Task goal »
What lines below contain the word "Коммуны"? Please pull each one out.

The input »

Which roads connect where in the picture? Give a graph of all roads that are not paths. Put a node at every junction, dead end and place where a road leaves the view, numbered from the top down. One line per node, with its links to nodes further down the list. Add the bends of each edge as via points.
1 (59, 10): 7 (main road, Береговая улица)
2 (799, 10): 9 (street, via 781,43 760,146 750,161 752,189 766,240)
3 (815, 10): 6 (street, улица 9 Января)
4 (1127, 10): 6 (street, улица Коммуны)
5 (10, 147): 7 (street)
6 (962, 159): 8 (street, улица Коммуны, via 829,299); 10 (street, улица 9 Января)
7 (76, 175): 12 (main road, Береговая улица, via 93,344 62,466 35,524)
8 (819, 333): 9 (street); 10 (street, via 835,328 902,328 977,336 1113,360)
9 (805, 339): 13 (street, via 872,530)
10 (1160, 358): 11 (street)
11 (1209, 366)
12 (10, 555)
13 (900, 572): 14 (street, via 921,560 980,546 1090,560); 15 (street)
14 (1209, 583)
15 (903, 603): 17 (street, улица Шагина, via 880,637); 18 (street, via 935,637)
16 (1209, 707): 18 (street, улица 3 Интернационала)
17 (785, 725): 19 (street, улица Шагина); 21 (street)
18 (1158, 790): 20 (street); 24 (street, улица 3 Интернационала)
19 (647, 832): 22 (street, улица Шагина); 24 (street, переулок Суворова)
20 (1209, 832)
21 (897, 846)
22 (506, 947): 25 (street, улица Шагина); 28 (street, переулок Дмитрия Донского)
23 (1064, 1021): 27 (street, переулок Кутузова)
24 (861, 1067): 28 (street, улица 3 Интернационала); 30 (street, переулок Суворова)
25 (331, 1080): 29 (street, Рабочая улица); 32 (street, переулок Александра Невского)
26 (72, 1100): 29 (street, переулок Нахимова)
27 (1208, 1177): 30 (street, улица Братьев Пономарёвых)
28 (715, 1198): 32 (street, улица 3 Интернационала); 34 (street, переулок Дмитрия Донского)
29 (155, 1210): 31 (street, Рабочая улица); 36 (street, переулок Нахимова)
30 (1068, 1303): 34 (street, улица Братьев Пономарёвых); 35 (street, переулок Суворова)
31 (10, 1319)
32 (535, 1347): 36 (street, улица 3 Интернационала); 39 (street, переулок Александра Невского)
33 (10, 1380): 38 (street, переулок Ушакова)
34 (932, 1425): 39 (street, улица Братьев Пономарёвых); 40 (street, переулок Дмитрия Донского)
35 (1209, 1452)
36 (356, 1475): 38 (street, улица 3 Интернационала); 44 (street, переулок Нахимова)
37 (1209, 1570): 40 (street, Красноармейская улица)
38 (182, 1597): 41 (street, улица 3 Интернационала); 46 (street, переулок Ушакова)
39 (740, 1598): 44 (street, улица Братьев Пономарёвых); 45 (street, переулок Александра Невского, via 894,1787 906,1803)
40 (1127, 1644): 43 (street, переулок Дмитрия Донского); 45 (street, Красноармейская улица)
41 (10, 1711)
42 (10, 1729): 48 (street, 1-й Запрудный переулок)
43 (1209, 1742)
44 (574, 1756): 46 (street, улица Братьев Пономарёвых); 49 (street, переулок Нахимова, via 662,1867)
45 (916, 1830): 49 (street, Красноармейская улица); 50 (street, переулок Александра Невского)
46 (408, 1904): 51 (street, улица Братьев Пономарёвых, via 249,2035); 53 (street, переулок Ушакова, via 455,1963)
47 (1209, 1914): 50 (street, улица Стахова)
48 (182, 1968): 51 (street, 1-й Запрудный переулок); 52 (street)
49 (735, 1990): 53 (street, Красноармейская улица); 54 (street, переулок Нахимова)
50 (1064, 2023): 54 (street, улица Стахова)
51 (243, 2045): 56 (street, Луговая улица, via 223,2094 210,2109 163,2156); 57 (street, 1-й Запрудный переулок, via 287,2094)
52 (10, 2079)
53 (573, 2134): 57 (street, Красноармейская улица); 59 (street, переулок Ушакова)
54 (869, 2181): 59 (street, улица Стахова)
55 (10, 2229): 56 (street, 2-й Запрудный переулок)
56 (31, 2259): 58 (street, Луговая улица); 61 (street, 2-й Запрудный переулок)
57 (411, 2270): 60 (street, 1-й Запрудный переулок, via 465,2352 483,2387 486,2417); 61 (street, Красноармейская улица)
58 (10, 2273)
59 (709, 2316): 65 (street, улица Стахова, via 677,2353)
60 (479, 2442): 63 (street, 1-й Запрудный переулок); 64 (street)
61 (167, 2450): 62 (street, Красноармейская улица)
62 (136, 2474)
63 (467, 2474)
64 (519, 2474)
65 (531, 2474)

Response to the task »
4 (1127, 10): 6 (street, улица Коммуны)
6 (962, 159): 8 (street, улица Коммуны, via 829,299); 10 (street, улица 9 Января)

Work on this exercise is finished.